ELECTION: White Rock mayoral candidate terminated for alleged harassment

WHITE ROCK — With roughly a week to go before voting day, mayoral challenger David Bradshaw is decrying the release of his work history and termination case to the media, saying it has nothing to do with his run for office.

The documents relate to a wrongful dismissal grievance filed by Bradshaw with the B.C. Teachers Federation after he was terminated in 2012 over claims of harassment in the workplace.

Those claims, as recorded in the grievance case, allege Bradshaw told co-worker Cory Anderson he was having “violent thoughts.” When Anderson asked him to define “violent thoughts,” she said he responded by saying “as in postal,” and that he’d start on the second floor and work his way up to the fourth floor.

Bradshaw worked as a counsellor within the BCTF.

A statement sent to the CBC by the BCTF said, "David Bradshaw was employed by the BCTF from 2001 to 2012. In May 2012, he was fired as a consequence of making serious threats against co-workers. Bradshaw launched a grievance, which went to arbitration hearings over a two-year period. The decision was rendered in September 2014, and arbitrator John Kinzie upheld the termination.”

However, Bradshaw wondered why the CBC, who broke the story Tuesday, were pursuing the matter and making it public.

“I’m not exactly sure what it has to do with my running for mayor. Why would I go around telling people I was victimized by an employer?” he said. “There aren’t allegations, there’s one allegation, it came from one person and it was a management representative and she totally invented a story. There’s absolutely zero validity to her allegation and it’s totally unfounded and unproven.”

Bradshaw said during the two-year grievance period he took a polygraph test and passed, while his accuser did not.

“So what does that tell you?” he said.

Bradshaw said he lost his dispute with the BCTF due to his provided legal counsel not following his guidance.

“She refused to defend me the way I wanted to be defended and the way I should have been defended, which was to challenge their (BCTF) lies,” said Bradshaw. “She took a different legal strategy and thought it was going to work but it didn’t.”

According to the decision, Bradshaw was re-instated as an employee in order to continue to collect his claims for sick leave and long-term benefits, but his termination will take effect when he no longer qualifies for benefits.

As a result of the whole ordeal, Bradshaw said he lost $250,000 in salary and benefits for “standing up to the bullies at the BCTF.”

However, Bradshaw says his willingness to fight for what he believes in hasn’t been diminished.

“I understand that the same thing is happening here (in White Rock) and there’s a lot of bullying coming out of city hall,” he explained. “When I’m elected and even during this election, I’m still standing up to bullies.
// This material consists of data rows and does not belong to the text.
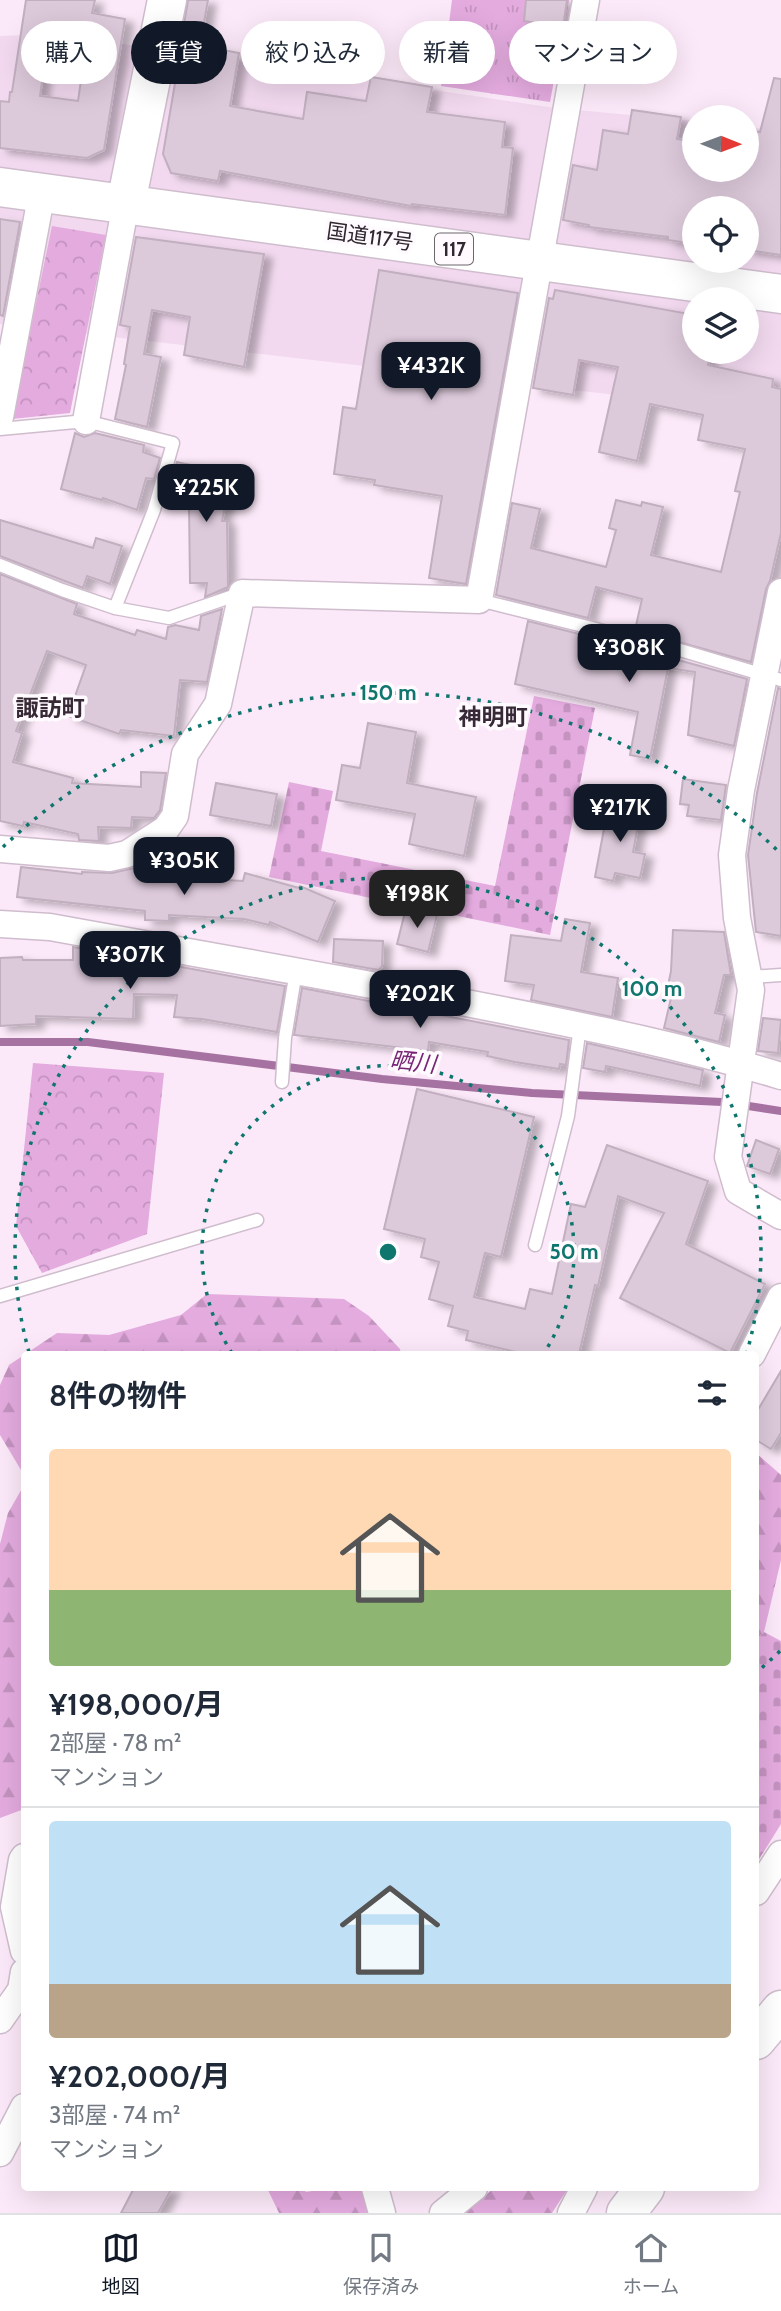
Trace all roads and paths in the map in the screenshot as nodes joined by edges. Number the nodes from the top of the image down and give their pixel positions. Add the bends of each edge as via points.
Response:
1 (167, 0) edge
2 (586, 0) edge
3 (0, 187) edge
4 (42, 192) junction
5 (126, 203) junction
6 (539, 260) junction
7 (781, 294) edge
8 (0, 417) edge
9 (86, 421) junction
10 (0, 429) edge
11 (0, 565) edge
12 (781, 592) edge
13 (242, 593) junction
14 (479, 600) junction
15 (115, 608) junction
16 (773, 677) edge
17 (0, 849) edge
18 (0, 924) edge
19 (296, 971) junction
20 (781, 975) edge
21 (750, 976) junction
22 (580, 1026) junction
23 (741, 1075) junction
24 (781, 1076) edge
25 (282, 1082) dead end
26 (781, 1216) edge
27 (257, 1220) dead end
28 (535, 1245) dead end
29 (0, 1296) edge
30 (781, 1297) edge
31 (754, 1351) edge
32 (781, 1854) edge
33 (21, 1866) edge
34 (759, 1887) edge
35 (21, 1938) edge
36 (21, 1990) edge
37 (781, 2010) edge
38 (0, 2020) edge
39 (759, 2036) edge
40 (21, 2113) edge
41 (0, 2153) edge
42 (376, 2191) edge
43 (470, 2191) edge
44 (582, 2191) edge
45 (643, 2191) edge
46 (382, 2213) edge
47 (443, 2213) edge
48 (571, 2213) edge
49 (626, 2213) edge

1 - 5 main road
2 - 6 street
3 - 4 main road, 国道117号 / 117
4 - 5 main road, 国道117号 / 117
4 - 8 street
5 - 6 main road, 国道117号 / 117
5 - 9 street
6 - 7 main road, 国道117号 / 117
6 - 14 street
9 - 10 lane
9 - 15 lane via 173,443 154,510
11 - 15 lane
12 - 16 street
13 - 14 street
13 - 15 lane via 169,618
13 - 17 street via 218,704 185,754 175,816 166,829 127,854 109,858
14 - 16 lane
16 - 21 street via 741,790 732,855 737,918
18 - 19 street via 50,927
19 - 22 street
19 - 25 lane
20 - 21 lane
21 - 23 street
22 - 23 street
22 - 28 lane via 568,1116
23 - 24 street
23 - 26 street via 728,1157 738,1191
27 - 29 lane
30 - 31 street
32 - 34 street
33 - 35 street via 14,1906
36 - 38 street
37 - 39 main road
40 - 41 street
42 - 46 street
43 - 47 street
44 - 48 street
45 - 49 main road

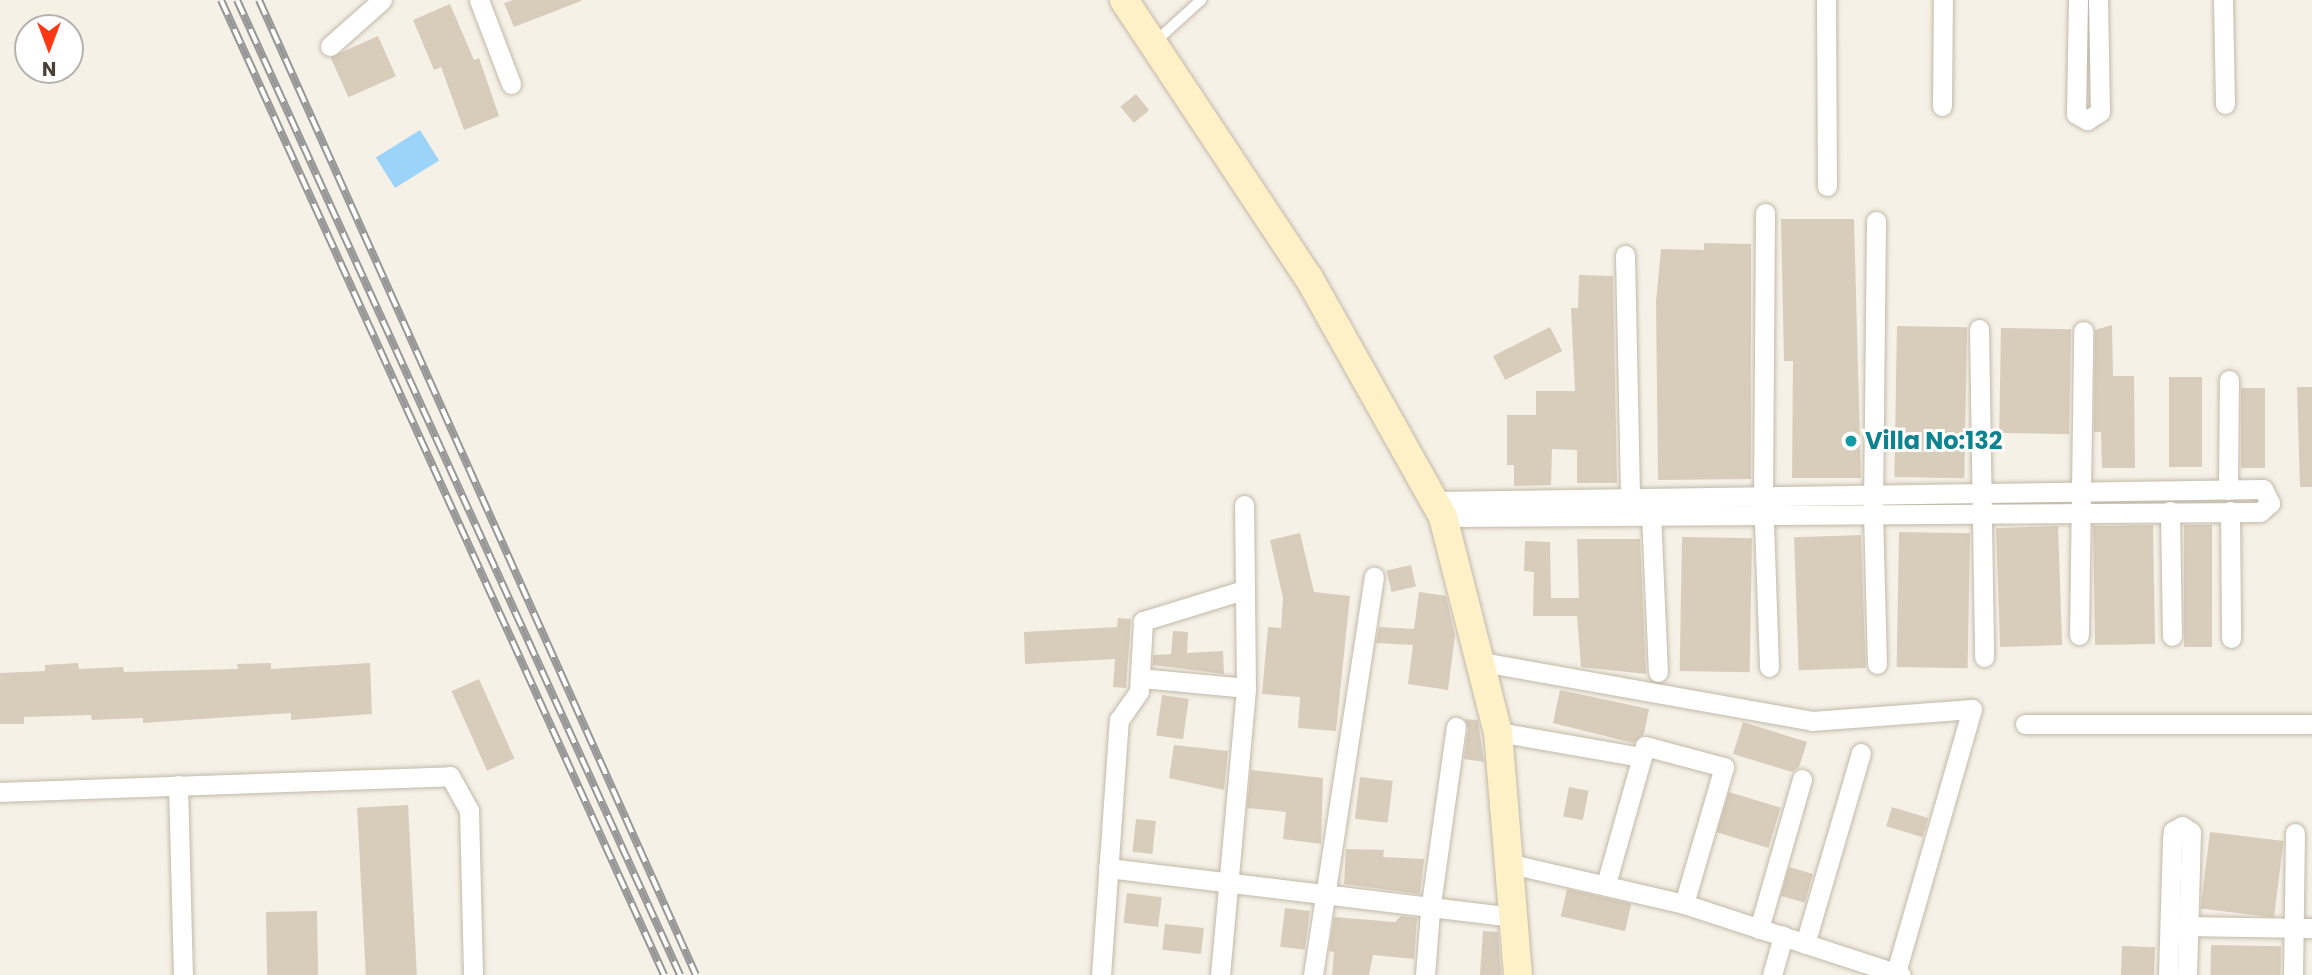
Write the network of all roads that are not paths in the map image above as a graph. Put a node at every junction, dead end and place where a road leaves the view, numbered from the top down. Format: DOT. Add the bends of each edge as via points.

I’ve heard from people that there’s bullying coming out of city hall, not just to the citizens in the community but the people that work there.

“I’m hoping to restore a healthy functioning city hall, for all of council and workers.”
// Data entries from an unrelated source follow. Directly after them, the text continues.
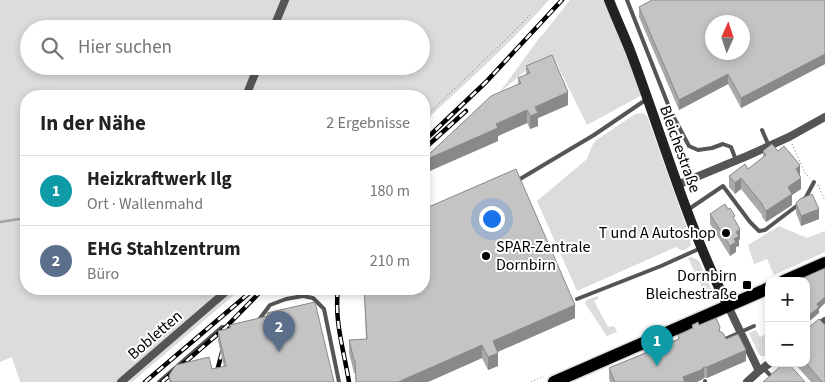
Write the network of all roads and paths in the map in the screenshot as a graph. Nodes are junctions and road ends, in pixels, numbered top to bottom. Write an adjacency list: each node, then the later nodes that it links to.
1 (284, 0): 5 (street)
2 (609, 0): 8 (main road, Bleichestraße)
3 (626, 0): 14 (lane)
4 (530, 15): 9 (path)
5 (276, 20)
6 (254, 75): 7 (street)
7 (248, 90)
8 (647, 99): 15 (lane); 18 (main road, Bleichestraße)
9 (430, 112)
10 (825, 117): 12 (street)
11 (762, 130): 13 (lane)
12 (789, 137): 13 (street); 17 (path)
13 (769, 146): 14 (street)
14 (736, 160): 18 (street)
15 (520, 179)
16 (729, 181): 19 (lane)
17 (814, 182): 19 (lane); 20 (path)
18 (677, 185): 21 (main road, Bleichestraße)
19 (723, 186): 21 (lane)
20 (825, 200)
21 (686, 210): 22 (main road, Bleichestraße)
22 (702, 248): 28 (lane); 30 (main road, Bleichestraße)
23 (825, 263): 24 (main road)
24 (793, 277)
25 (765, 290): 30 (main road)
26 (222, 295): 41 (street, Bobletten)
27 (700, 298): 29 (path)
28 (577, 299)
29 (710, 301)
30 (728, 306): 35 (street); 44 (main road)
31 (825, 320): 36 (street)
32 (256, 324): 43 (lane)
33 (754, 326): 35 (lane)
34 (239, 328): 42 (lane)
35 (740, 332): 37 (lane); 38 (street)
36 (810, 332)
37 (723, 340)
38 (764, 367): 39 (lane); 40 (street)
39 (775, 380)
40 (748, 381)
41 (121, 382)
42 (159, 382)
43 (339, 382)
44 (554, 382)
On CKNW Wednesday, Bradshaw suggested that the release of the documents to the media might have been influenced by others involved in the White Rock election.
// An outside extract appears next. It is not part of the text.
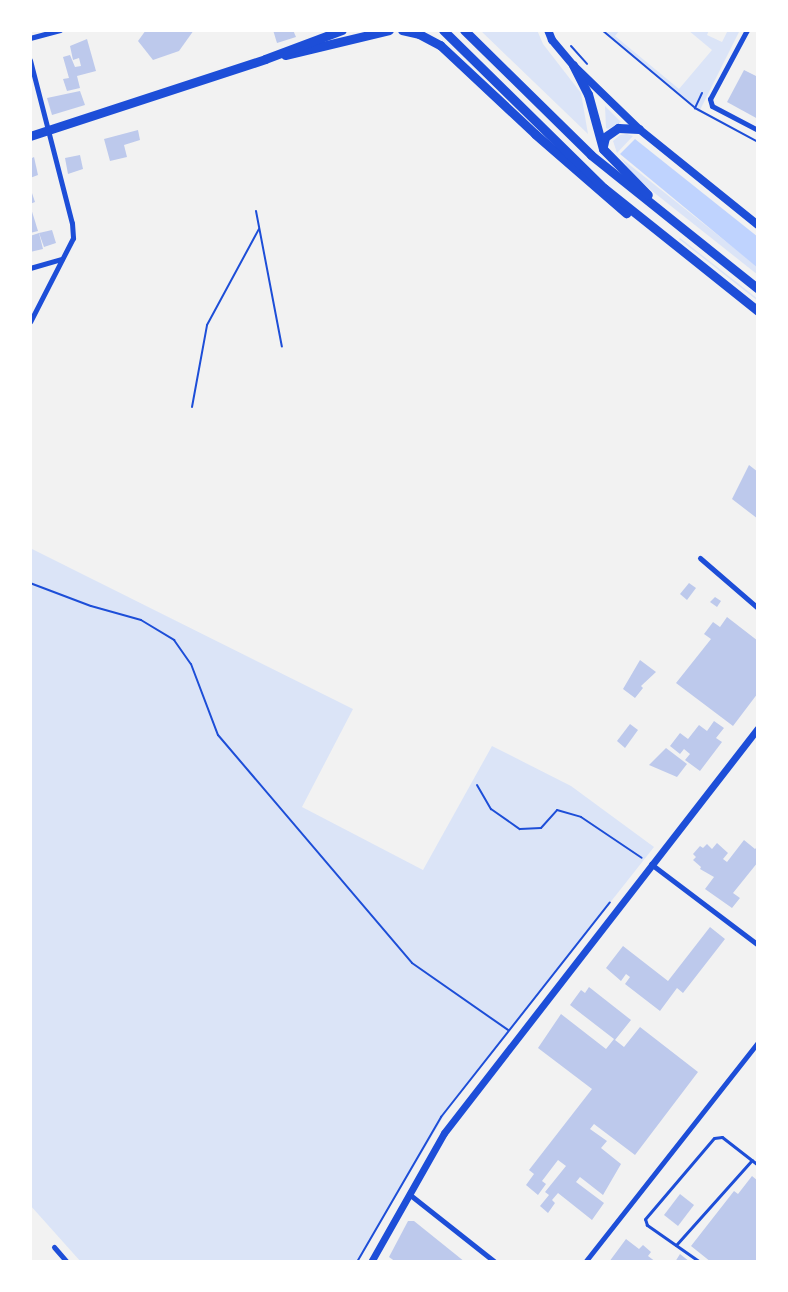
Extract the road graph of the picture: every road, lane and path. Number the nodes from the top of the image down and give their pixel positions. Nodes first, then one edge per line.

“I think it is in the interest of the Baldwin campaign that is smearing me at every instance they can,” he said on-air to host Drex.

In response, mayoral incumbent Wayne Baldwin dismissed having anything to do with the information being pushed to the media as “ridiculous.”

“I don’t stoop to that level,” he said. “I think he’s got enough people that are concerned about him in the BCTF camp to deal with that.”